Return only the number of lines in the records below where the string "main" shows up.

### INFORMATION

────────────────────────────────────────

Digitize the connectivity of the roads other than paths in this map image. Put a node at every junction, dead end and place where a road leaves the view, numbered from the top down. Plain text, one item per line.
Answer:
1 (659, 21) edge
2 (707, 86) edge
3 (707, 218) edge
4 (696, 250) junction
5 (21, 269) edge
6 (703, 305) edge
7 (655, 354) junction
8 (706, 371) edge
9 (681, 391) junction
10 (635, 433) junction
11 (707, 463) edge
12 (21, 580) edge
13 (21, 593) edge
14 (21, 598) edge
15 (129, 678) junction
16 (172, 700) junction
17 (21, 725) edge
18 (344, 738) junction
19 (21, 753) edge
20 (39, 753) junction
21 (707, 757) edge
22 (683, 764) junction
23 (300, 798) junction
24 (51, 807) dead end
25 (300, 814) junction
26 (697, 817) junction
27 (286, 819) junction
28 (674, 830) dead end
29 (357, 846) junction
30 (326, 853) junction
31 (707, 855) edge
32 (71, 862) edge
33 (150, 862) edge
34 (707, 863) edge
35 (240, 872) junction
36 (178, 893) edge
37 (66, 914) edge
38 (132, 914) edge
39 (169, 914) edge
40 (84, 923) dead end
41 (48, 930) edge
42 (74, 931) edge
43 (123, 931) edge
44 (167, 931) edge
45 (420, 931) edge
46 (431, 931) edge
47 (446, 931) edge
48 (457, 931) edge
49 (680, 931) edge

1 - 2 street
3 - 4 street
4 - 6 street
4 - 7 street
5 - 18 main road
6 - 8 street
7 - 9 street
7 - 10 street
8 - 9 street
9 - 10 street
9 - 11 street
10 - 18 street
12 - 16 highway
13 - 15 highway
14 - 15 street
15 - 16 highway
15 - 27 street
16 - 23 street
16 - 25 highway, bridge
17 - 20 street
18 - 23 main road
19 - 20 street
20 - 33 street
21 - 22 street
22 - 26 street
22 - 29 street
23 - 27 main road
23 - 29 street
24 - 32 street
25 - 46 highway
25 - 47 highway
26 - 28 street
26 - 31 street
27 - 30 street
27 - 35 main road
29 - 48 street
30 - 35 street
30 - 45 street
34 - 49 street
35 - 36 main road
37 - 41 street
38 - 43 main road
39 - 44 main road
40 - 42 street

────────────────────────────────────────

### ANSWER
7